- [EXTRACTED RECORDS]:
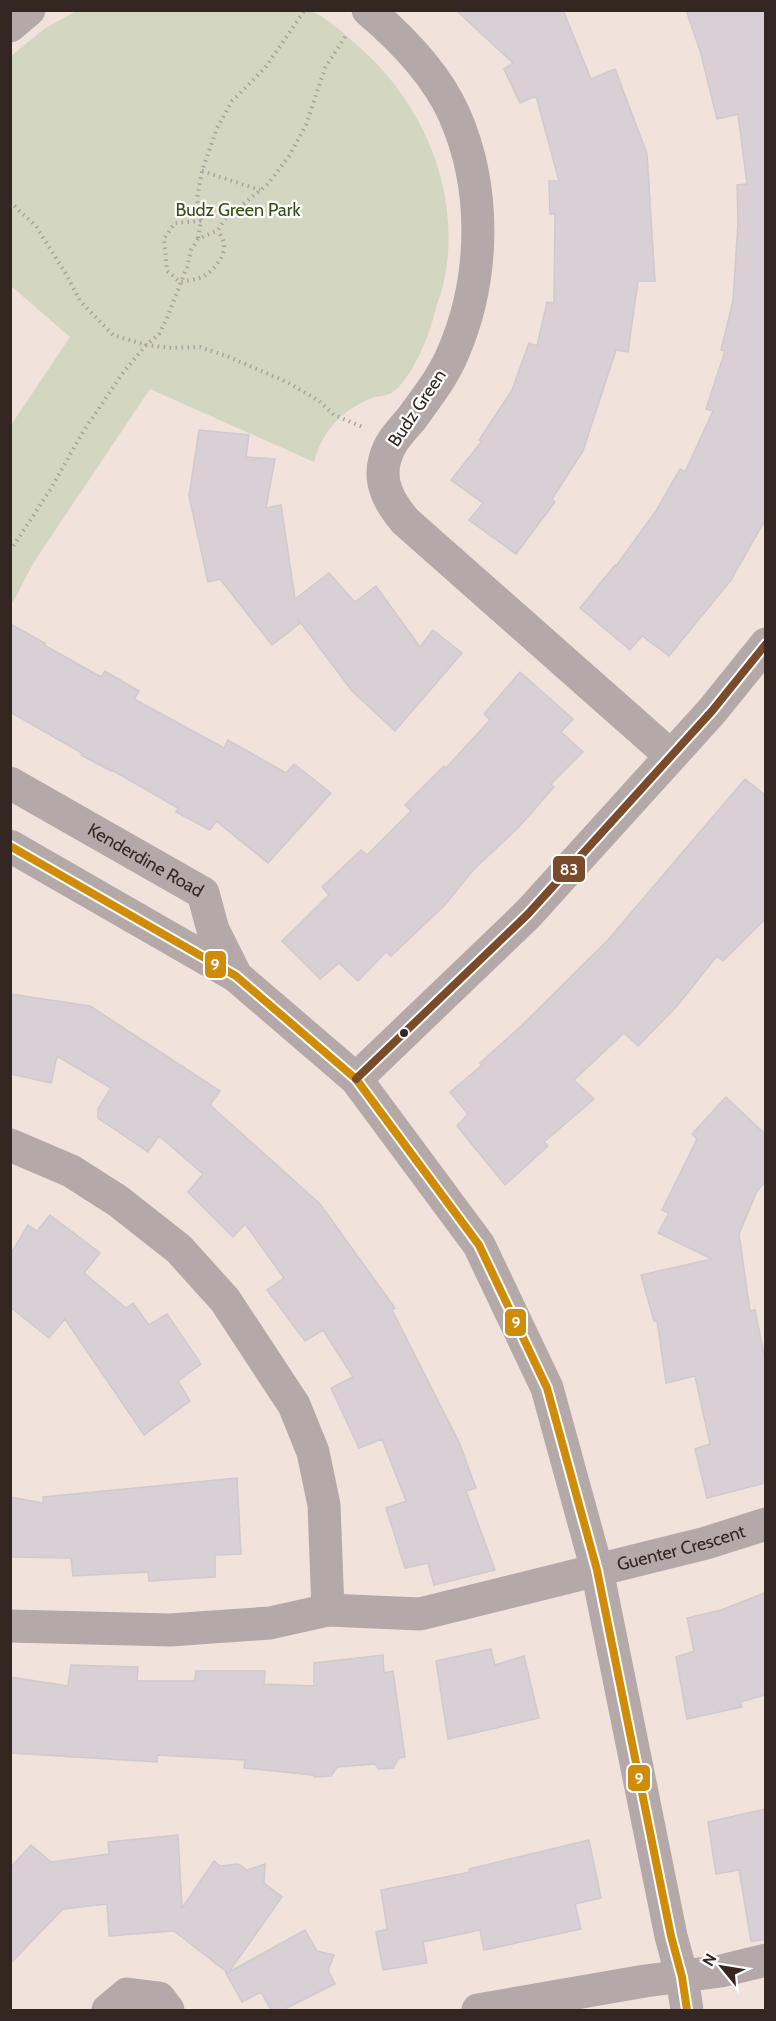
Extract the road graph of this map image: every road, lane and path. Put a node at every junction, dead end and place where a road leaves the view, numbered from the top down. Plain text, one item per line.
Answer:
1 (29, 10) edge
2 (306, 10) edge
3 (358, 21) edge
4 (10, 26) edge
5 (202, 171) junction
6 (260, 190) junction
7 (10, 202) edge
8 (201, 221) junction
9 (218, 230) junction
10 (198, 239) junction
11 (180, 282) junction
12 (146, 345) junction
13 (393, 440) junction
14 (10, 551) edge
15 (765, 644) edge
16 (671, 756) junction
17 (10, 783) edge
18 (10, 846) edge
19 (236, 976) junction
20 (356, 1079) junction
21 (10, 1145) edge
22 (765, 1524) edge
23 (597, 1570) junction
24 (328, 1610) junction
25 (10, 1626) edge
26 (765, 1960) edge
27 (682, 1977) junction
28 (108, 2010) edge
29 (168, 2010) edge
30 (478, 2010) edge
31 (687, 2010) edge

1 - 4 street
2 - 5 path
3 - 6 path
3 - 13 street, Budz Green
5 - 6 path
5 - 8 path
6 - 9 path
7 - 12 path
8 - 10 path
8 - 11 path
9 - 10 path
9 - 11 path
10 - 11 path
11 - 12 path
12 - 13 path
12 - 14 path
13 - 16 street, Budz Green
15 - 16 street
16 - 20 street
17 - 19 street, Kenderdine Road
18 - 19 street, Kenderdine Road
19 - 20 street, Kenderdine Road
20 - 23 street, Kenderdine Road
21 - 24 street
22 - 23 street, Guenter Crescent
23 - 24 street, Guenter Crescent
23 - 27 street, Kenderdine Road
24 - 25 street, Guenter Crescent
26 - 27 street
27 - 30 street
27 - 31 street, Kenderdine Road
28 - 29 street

- [EXERCISE DETAILS]: Apart from the pictures, every line above must be repeated exactly.

- [SOLUTION]:
Extract the road graph of this map image: every road, lane and path. Put a node at every junction, dead end and place where a road leaves the view, numbered from the top down. Plain text, one item per line.
Answer:
1 (29, 10) edge
2 (306, 10) edge
3 (358, 21) edge
4 (10, 26) edge
5 (202, 171) junction
6 (260, 190) junction
7 (10, 202) edge
8 (201, 221) junction
9 (218, 230) junction
10 (198, 239) junction
11 (180, 282) junction
12 (146, 345) junction
13 (393, 440) junction
14 (10, 551) edge
15 (765, 644) edge
16 (671, 756) junction
17 (10, 783) edge
18 (10, 846) edge
19 (236, 976) junction
20 (356, 1079) junction
21 (10, 1145) edge
22 (765, 1524) edge
23 (597, 1570) junction
24 (328, 1610) junction
25 (10, 1626) edge
26 (765, 1960) edge
27 (682, 1977) junction
28 (108, 2010) edge
29 (168, 2010) edge
30 (478, 2010) edge
31 (687, 2010) edge

1 - 4 street
2 - 5 path
3 - 6 path
3 - 13 street, Budz Green
5 - 6 path
5 - 8 path
6 - 9 path
7 - 12 path
8 - 10 path
8 - 11 path
9 - 10 path
9 - 11 path
10 - 11 path
11 - 12 path
12 - 13 path
12 - 14 path
13 - 16 street, Budz Green
15 - 16 street
16 - 20 street
17 - 19 street, Kenderdine Road
18 - 19 street, Kenderdine Road
19 - 20 street, Kenderdine Road
20 - 23 street, Kenderdine Road
21 - 24 street
22 - 23 street, Guenter Crescent
23 - 24 street, Guenter Crescent
23 - 27 street, Kenderdine Road
24 - 25 street, Guenter Crescent
26 - 27 street
27 - 30 street
27 - 31 street, Kenderdine Road
28 - 29 street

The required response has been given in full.